Ein mutiger Schritt in unerschlossene Territorien
Jensen Huang, der charismatische Gründer und CEO von Nvidia, hat kürzlich ein ambitioniertes Ziel vorgestellt: ein bislang unerschlossenes Marktpotenzial von rund 200 Milliarden US‑Dollar. Dieses angebliche "brand new" Total Addressable Market (TAM) soll vor allem durch die brandneue CPU‑Familie Vera entstehen, die im März präsentiert wurde. Auf der jüngsten Gewinnkonferenz präsentierte Huang die CPU als das zentrale Element einer neuen Ära, in der "agentic AI" – also autonome, handlungsfähige Künstliche Intelligenz – nicht mehr nur in Rechenzentren, sondern auch in physischen Geräten operieren soll.
Vera: Warum eine CPU für Agenten anders funktioniert
Traditionelle Prozessoren sind darauf ausgelegt, zahlreiche Anwendungen parallel zu bedienen – sie verfügen über viele Kerne, aber nicht zwingend über extreme Token‑Durchsatz‑Raten. Vera dagegen optimiert die Verarbeitung einzelner Token in Rekordgeschwindigkeit. Laut Huang ist genau das entscheidend, wenn KI‑Agenten ihre Umgebung wahrnehmen, Entscheidungen treffen und unmittelbar handeln müssen. Während das neuronale Netzwerk‑Training nach wie vor vorwiegend auf GPUs läuft, übernimmt die CPU die Ausführung der eigentlichen Agenten‑Logik.
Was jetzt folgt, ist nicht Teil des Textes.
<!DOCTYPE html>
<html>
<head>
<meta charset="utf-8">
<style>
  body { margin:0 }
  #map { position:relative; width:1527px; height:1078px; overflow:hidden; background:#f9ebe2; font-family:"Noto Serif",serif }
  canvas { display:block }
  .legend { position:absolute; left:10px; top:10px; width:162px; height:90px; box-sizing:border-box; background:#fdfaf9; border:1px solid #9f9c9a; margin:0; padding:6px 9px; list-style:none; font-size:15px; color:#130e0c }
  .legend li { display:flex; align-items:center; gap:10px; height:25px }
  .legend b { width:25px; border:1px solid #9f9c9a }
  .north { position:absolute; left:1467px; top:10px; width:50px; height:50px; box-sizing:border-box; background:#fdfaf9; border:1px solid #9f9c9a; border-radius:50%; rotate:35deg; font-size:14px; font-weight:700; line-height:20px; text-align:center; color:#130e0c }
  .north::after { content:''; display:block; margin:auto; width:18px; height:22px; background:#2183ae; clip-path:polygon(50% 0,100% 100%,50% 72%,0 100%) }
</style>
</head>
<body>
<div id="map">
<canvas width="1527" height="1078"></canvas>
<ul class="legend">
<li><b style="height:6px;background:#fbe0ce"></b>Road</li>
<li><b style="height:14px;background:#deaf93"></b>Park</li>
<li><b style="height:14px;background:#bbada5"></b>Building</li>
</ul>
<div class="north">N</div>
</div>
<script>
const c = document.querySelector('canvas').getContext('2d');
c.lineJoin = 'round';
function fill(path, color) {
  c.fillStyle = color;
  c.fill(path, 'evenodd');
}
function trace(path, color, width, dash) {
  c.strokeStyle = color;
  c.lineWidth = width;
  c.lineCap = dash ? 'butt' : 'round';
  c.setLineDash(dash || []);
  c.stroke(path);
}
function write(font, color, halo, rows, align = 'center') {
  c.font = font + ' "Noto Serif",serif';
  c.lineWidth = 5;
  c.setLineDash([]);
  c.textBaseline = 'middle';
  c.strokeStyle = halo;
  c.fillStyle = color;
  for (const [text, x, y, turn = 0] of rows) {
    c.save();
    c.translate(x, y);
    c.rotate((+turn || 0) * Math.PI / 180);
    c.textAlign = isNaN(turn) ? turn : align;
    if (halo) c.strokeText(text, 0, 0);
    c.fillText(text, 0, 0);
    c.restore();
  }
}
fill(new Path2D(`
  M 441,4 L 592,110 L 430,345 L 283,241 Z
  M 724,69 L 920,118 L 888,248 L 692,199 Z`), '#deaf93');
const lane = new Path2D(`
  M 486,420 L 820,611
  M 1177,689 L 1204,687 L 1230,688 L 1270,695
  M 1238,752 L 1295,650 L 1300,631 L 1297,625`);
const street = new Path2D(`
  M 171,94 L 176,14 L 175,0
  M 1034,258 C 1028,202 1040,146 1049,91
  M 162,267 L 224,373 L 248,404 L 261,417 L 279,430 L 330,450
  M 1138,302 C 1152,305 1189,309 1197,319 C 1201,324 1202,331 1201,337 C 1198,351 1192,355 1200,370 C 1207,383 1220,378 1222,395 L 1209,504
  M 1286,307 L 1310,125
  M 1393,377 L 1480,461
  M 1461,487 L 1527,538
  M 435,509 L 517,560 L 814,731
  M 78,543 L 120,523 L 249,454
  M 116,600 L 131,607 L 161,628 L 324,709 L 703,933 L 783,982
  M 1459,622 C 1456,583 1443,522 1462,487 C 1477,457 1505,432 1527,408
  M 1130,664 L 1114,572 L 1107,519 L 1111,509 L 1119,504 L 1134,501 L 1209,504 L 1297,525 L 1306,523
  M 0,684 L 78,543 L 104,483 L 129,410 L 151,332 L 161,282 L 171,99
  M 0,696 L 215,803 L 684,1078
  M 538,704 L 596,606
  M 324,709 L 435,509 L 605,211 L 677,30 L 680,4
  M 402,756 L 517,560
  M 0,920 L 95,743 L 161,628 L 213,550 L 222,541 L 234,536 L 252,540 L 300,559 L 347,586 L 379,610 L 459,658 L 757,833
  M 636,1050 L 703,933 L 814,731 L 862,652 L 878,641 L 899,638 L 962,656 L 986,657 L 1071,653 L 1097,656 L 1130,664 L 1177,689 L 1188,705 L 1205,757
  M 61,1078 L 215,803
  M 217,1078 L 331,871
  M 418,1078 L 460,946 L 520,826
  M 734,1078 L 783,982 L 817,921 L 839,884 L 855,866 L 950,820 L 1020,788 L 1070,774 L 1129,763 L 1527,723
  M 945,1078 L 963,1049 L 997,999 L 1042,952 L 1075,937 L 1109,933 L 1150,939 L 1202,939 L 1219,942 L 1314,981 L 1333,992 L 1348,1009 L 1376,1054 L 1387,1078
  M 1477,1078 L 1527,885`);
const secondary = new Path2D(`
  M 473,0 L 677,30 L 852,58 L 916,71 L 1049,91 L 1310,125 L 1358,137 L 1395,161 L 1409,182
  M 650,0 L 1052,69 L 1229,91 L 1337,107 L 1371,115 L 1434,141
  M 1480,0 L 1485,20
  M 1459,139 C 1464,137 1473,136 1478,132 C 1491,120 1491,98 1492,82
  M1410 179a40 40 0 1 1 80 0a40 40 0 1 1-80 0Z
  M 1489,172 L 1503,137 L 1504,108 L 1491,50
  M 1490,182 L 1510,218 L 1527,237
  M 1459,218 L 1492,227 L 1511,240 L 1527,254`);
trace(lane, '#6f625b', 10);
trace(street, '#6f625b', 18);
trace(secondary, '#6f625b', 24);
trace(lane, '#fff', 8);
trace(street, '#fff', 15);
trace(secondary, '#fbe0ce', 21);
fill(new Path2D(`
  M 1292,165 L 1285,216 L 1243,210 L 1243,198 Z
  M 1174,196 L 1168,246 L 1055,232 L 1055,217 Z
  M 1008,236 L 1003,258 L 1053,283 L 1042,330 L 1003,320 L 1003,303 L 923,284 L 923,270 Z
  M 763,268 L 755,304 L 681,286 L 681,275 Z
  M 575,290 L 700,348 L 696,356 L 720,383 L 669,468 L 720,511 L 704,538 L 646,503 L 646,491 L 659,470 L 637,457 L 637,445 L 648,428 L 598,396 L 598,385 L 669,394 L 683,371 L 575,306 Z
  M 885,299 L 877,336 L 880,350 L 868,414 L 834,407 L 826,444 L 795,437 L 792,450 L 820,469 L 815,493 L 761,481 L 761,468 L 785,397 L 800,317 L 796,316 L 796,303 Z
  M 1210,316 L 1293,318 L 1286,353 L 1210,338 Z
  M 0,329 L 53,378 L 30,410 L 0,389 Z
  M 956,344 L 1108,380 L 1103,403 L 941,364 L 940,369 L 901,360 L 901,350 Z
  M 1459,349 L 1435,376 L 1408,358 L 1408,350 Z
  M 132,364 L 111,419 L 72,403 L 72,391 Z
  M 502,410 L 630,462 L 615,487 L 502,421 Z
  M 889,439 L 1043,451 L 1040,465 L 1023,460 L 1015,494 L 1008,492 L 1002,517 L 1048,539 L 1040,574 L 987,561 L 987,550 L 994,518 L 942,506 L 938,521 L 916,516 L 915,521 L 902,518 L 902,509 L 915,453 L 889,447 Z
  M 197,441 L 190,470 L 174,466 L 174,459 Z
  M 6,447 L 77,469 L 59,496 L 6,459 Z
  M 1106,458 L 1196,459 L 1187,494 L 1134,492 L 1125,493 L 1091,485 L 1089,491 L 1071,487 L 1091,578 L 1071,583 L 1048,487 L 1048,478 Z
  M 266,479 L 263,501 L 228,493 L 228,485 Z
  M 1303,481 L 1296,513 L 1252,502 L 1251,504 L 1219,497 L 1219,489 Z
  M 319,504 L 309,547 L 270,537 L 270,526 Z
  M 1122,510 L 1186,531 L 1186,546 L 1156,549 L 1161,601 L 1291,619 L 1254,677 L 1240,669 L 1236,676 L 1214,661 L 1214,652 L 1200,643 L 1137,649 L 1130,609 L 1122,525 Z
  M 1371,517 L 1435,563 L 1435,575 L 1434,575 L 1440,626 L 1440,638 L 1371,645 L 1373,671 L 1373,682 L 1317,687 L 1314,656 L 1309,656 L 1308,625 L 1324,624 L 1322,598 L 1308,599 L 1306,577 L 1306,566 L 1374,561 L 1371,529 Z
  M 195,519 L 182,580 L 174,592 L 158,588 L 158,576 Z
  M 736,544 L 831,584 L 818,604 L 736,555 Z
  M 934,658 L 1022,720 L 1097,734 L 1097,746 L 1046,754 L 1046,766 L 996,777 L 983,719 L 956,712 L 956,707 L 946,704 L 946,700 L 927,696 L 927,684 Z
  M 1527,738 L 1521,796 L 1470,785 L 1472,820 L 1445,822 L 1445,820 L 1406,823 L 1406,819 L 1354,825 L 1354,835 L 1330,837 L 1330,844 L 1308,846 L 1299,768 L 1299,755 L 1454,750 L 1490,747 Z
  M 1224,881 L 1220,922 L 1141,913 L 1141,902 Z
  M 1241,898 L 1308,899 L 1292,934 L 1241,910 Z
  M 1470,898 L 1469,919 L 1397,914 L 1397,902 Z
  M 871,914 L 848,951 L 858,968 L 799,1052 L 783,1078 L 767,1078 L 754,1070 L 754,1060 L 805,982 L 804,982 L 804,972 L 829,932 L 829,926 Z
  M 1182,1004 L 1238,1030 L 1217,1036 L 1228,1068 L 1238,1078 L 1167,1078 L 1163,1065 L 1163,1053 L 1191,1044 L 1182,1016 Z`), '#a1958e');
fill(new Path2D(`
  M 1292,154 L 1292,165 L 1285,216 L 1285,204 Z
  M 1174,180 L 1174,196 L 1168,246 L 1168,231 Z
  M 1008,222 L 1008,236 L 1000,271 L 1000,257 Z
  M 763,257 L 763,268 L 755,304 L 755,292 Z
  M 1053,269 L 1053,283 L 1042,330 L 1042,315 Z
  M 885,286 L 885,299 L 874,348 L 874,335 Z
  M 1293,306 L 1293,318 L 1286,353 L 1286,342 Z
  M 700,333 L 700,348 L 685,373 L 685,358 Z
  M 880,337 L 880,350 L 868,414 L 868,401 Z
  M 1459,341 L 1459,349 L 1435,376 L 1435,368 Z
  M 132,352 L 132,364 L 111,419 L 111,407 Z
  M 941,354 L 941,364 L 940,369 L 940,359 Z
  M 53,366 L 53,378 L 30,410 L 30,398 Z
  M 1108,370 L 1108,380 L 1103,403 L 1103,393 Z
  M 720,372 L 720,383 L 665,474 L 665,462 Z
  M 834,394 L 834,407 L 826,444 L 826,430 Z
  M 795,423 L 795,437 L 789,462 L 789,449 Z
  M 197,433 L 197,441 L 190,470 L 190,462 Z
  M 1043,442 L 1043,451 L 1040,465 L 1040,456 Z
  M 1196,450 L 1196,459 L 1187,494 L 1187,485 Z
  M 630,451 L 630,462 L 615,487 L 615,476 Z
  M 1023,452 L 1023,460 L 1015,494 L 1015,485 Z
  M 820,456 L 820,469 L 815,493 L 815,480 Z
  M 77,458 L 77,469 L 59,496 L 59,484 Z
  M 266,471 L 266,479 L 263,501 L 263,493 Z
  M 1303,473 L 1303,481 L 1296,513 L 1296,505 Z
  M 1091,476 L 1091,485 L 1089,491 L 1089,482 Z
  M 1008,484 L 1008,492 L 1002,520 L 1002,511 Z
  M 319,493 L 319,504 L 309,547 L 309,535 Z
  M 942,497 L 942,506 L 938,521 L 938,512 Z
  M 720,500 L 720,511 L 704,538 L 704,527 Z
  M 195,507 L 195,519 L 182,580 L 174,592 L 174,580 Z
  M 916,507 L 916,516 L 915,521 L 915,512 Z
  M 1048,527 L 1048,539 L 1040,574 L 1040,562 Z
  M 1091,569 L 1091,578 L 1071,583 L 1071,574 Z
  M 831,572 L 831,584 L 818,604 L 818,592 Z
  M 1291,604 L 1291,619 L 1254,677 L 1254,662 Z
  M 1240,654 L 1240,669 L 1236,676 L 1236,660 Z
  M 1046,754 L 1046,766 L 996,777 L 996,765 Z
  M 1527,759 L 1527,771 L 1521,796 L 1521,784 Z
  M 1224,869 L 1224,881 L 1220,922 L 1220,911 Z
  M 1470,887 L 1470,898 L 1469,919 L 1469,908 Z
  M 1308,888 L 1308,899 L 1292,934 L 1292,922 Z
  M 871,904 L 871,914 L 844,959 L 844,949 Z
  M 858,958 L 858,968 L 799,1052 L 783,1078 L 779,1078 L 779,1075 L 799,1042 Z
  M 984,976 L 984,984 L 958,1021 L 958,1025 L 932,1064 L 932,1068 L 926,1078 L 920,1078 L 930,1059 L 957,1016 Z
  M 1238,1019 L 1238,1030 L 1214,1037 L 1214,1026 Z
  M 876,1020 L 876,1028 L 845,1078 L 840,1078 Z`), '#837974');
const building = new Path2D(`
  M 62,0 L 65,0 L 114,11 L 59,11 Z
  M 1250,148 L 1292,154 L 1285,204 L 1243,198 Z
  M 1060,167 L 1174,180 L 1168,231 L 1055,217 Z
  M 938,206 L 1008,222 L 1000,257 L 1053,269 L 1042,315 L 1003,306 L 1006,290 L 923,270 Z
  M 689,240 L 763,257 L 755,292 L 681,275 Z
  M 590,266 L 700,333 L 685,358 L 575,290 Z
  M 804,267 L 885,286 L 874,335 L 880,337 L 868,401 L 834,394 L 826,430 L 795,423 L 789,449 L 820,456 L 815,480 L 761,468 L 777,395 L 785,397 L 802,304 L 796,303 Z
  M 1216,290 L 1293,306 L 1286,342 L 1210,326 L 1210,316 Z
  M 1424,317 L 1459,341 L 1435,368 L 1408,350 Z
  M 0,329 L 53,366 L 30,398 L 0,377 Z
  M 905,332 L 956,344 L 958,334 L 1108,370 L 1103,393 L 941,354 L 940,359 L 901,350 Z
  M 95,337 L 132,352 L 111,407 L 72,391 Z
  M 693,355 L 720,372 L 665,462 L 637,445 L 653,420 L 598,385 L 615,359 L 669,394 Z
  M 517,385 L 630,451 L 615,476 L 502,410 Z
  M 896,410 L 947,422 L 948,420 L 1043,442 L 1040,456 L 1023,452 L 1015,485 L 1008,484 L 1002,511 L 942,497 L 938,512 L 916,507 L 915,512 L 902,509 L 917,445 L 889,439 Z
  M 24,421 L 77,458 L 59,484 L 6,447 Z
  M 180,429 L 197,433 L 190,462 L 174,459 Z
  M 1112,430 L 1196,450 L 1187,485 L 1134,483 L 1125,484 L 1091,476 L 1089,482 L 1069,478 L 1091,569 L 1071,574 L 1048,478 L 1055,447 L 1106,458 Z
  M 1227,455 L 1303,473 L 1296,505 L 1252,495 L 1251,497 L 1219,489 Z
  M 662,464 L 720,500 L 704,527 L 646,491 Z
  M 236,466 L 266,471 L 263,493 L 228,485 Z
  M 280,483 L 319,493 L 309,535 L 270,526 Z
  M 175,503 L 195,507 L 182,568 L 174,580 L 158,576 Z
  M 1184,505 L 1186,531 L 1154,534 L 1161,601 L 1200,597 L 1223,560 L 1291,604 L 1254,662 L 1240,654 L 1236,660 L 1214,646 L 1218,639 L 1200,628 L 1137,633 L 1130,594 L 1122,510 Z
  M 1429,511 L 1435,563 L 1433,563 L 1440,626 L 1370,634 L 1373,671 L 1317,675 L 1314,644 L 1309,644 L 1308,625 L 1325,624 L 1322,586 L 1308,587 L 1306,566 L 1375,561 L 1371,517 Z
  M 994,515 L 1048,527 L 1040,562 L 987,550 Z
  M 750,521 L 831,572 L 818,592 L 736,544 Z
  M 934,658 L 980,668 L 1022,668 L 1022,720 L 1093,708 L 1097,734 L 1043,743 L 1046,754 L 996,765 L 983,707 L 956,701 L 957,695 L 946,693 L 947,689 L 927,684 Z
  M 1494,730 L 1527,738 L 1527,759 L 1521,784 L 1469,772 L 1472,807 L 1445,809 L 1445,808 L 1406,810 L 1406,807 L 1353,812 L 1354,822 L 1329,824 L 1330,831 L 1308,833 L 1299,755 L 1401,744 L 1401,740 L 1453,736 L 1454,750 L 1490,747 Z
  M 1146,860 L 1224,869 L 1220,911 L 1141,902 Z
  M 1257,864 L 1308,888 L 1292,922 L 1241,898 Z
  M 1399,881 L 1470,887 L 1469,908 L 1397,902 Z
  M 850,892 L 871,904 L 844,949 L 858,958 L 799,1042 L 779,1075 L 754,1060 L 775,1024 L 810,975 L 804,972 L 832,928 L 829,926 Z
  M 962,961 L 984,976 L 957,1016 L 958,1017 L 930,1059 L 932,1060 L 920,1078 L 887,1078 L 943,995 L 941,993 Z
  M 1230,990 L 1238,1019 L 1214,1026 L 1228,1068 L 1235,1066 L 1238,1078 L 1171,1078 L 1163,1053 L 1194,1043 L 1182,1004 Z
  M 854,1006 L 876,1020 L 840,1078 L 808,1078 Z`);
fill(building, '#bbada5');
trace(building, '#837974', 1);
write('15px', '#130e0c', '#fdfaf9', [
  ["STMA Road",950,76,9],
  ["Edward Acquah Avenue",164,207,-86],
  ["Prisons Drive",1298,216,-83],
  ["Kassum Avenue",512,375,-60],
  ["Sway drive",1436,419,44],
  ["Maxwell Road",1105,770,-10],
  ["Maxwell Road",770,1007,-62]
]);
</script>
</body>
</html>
Marktbeweise und Zukunftsvisionen
Huang betont, dass Nvidia bereits über 20 Milliarden Dollar an eigenständigen Vera‑Einheiten verkauft habe – ein beeindruckender Start, der laut ihm erst den Anfang markiere. Weiterhin prognostiziert er, dass die Welt nicht nur Milliarden von Menschen, sondern bald auch Milliarden von KI‑Agenten beherbergen wird, die jeweils eigene „PCs" benötigen. In dieser Vorstellung wird jede Interaktion, jede Automatisierung und jede physische Roboteraktion von einer dedizierten CPU unterstützt, was zu einer enormen Nachfrage nach neuen Prozessoren führen könnte.
Wettbewerb im Hintergrund
Der Enthusiasmus von Nvidia steht nicht ohne Konkurrenz da. Amazon Web Services hat kürzlich einen massiven Vertrag mit Meta über eigene KI‑CPUs abgeschlossen, und Unternehmen wie Intel, AMD und zahlreiche Start‑Ups investieren stark in spezialisierte KI‑Chips. Dennoch glaubt Huang, dass die Kombination aus einer erstklassigen GPU‑Familie (Rubin) und der neuen Vera‑CPU Nvidia einen unverwechselbaren Vorteil verschaffe, insbesondere weil die beiden Produkte bereits nahtlos zusammenarbeiten können.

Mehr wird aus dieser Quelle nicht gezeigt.